African philosophy will be approached principally through the periods, schools,
movements and the personalities will be discussed within these purviews.
2. Criteria of African Philosophy
To start with, more than three decades debate on the status of philosophy ended with the
affirmation that African philosophy exists. But what is it that makes a philosophy African?
Answers to this question polarized actors into two main groups, namely the
Traditionalists and Universalists. Whereas the Traditionalists aver that the studies of the
philosophical elements in world-view of the people constitute African philosophy, the
Universalists insist that it has to be a body of analytic and critical reflections of individual
African philosophers. Further probing of the question was done during the debate by the
end of which the question of what makes a philosophy “African” produced two contrasting
criteria. First, as a racial criterion; a philosophy would be African if it is produced by
Africans. This is the view held by people like Paulin Hountondji, Odera Oruka (in part),
and early Peter Bodunrin, derived from the two constituting terms—“African” and
“philosophy”. African philosophy following this criterion is the philosophy done by
Africans. This has been criticized as pejorative, incorrect and exclusivist. Second, as a
tradition criterion; a philosophy is “African” if it designates a non-racial-bound
philosophy tradition where the predicate “African” is treated as a solidarity term of no
racial import and where the approach derives inspiration from African cultural
background or system of thought. It does not matter whether the issues addressed are
African or that the philosophy is done by an African insofar as it has universal
applicability and emerged from the purview of African system of thought. African
philosophy would then be that rigorous discourse of African issues or any issues
whatsoever from the critical eye of African system of thought. Actors like Odera Oruka (in
part), Meinrad Hebga, C. S. Momoh, Udo Etuk, Joseph Omoregbe, the later Peter
Bodunrin, Jonathan Chimakonam can be grouped here. This criterion has also been
criticized as courting uncritical elements of the past when it makes reference to the
controversial idea of African logic tradition. Further discussion on this is well beyond the
scope of this essay. What is however common in the two criteria is that African philosophy
is a critical discourse on issues that may or may not affect Africa by African philosophers—
the purview of this discourse remains unsettled.

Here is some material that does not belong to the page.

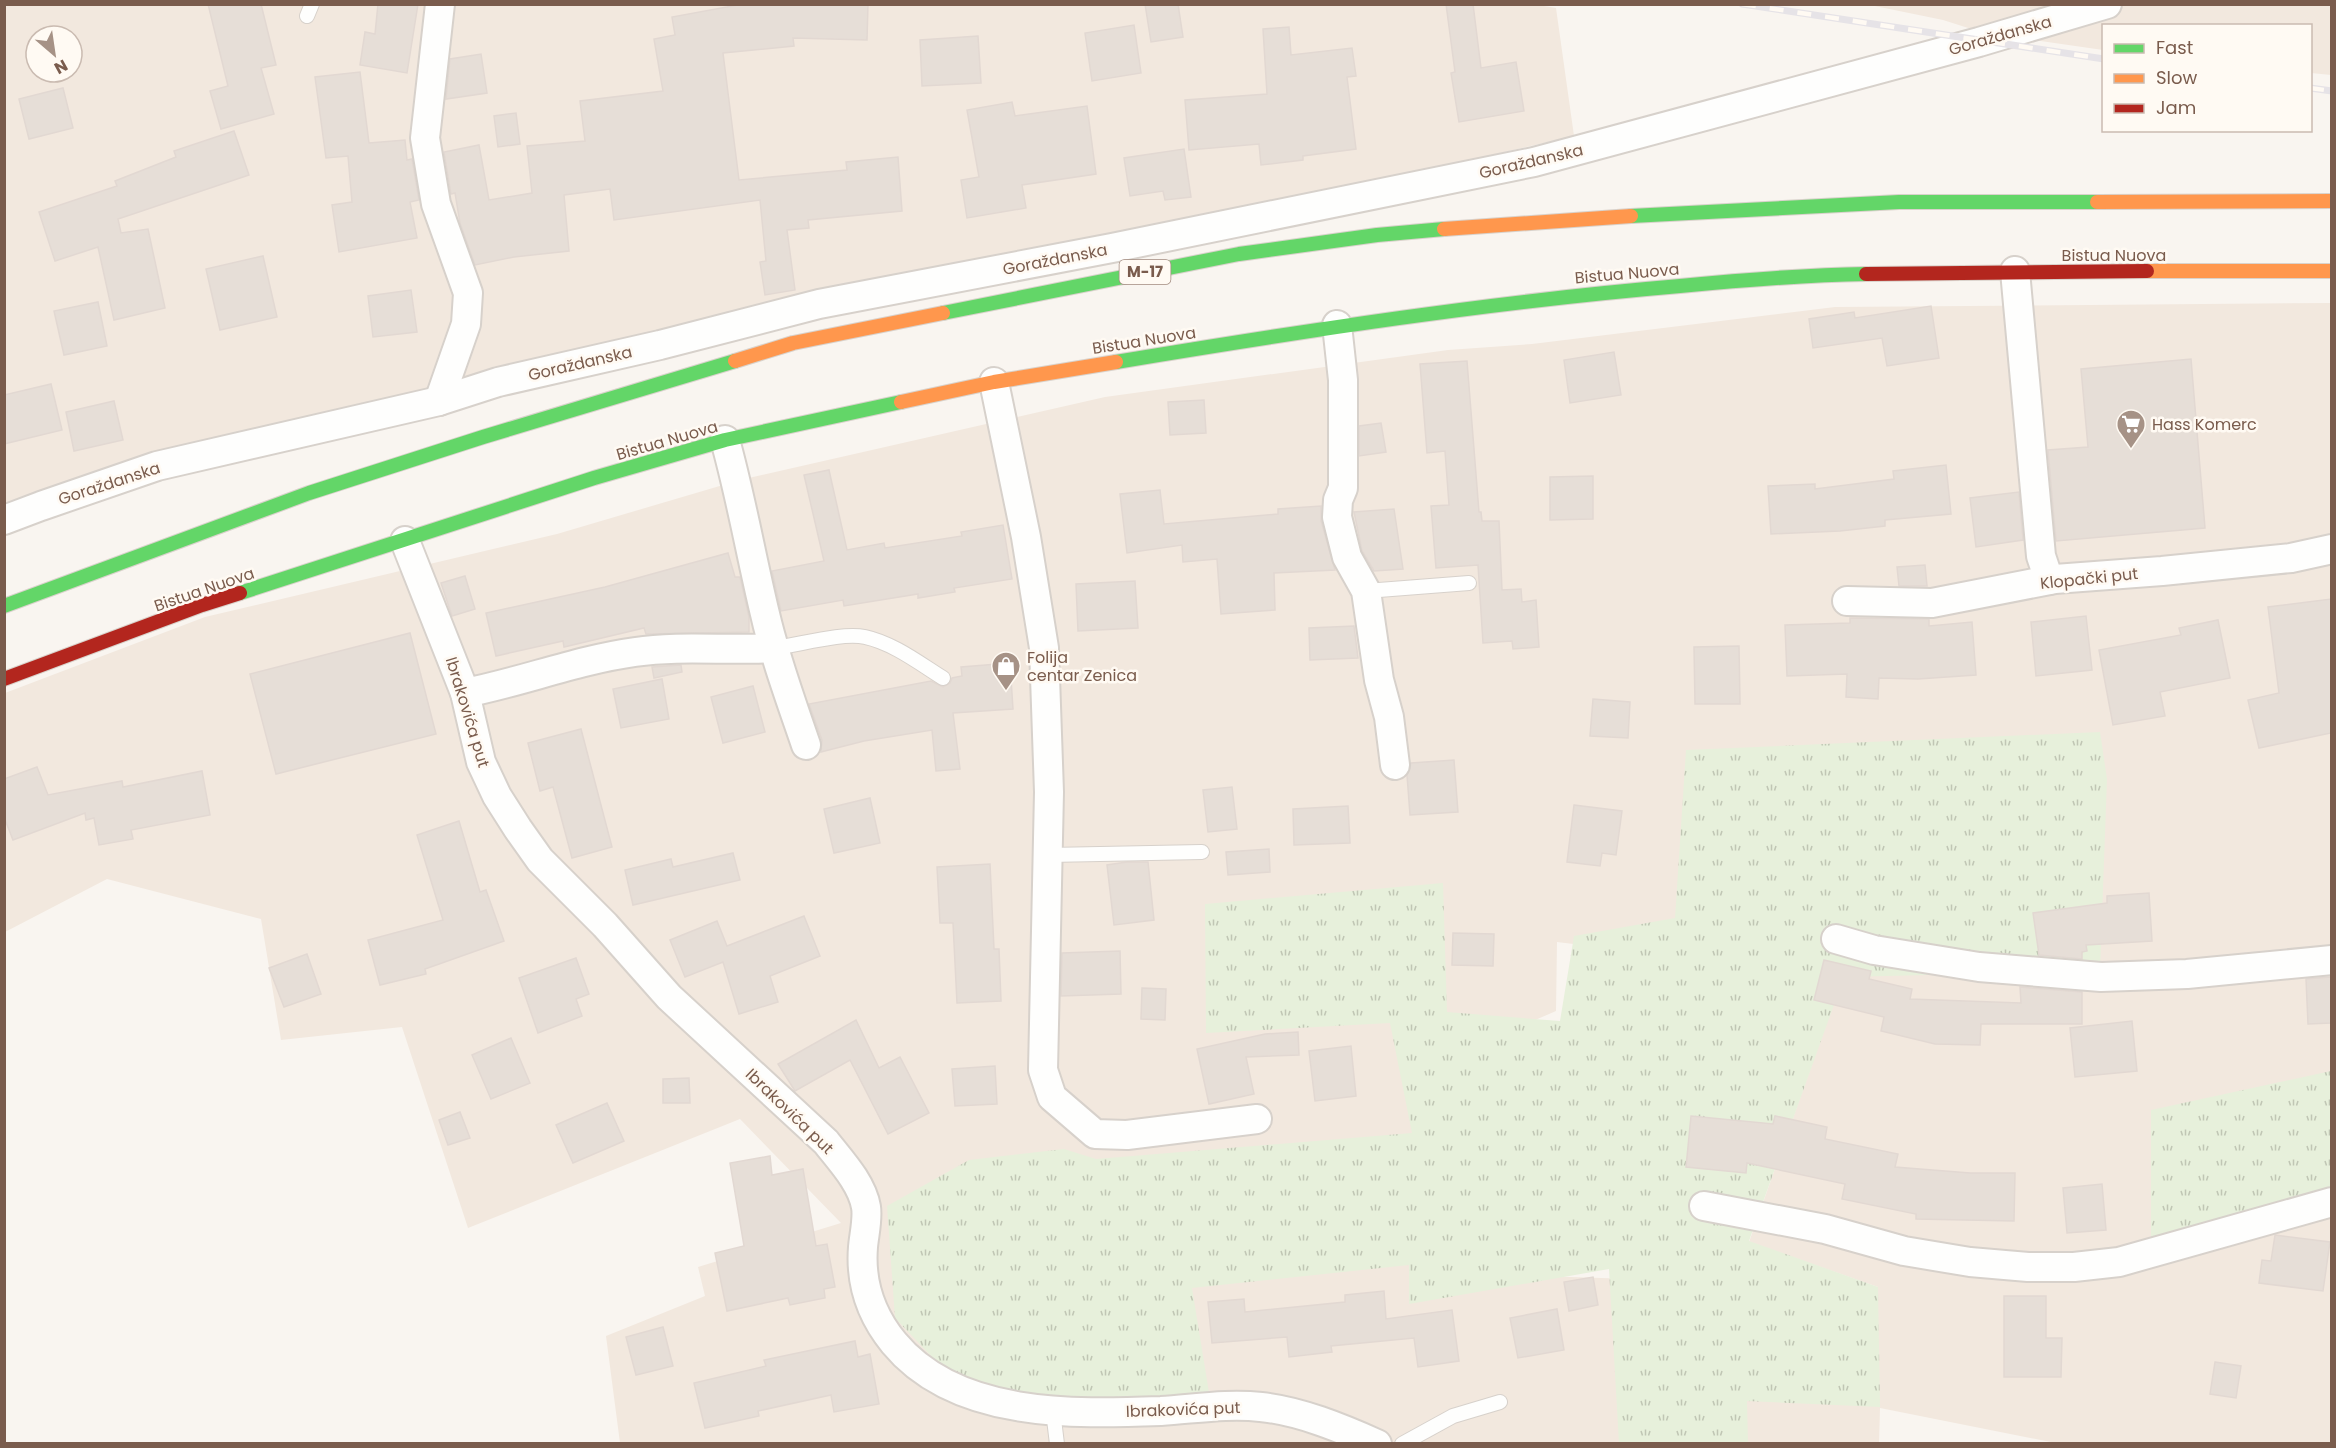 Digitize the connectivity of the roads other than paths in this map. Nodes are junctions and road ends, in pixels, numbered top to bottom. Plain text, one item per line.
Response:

3. Methods of African Philosophy
a. The Communitarian Method
This method speaks to the idea of mutuality, the type found in the classic expression of
ubuntu: “a person is a person through other person” or that which is credited to John
Mbiti, “ I am because we are, since we are, therefore I am”. Those who employ this method
wish to demonstrate the idea of mutual interdependence of variables. You find this most
prominent in the works of researchers working in ubuntu and communalism. Some of the
thinkers who employ this method include; Ifeanyi Menkiti, Mogobe Ramose, Kwame
Gyekye, Thaddeus Metz, Fainos Mangena, Leonhard Praeg, Bernard Matolino, Michael
Eze, and so forth.
b. The Complementarity Method
This method was propounded by Innocent Asouzu and it harps on the idea of missing
link. No variable is useless. The system of reality is like a network in which each variable
has an important role to play i.e. it complements and is in return complemented because
no variable is self sufficient. Other scholars whose works have followed this method
include Mesembe Edet, Ada Agada, Jonathan Chimakonam and a host of others.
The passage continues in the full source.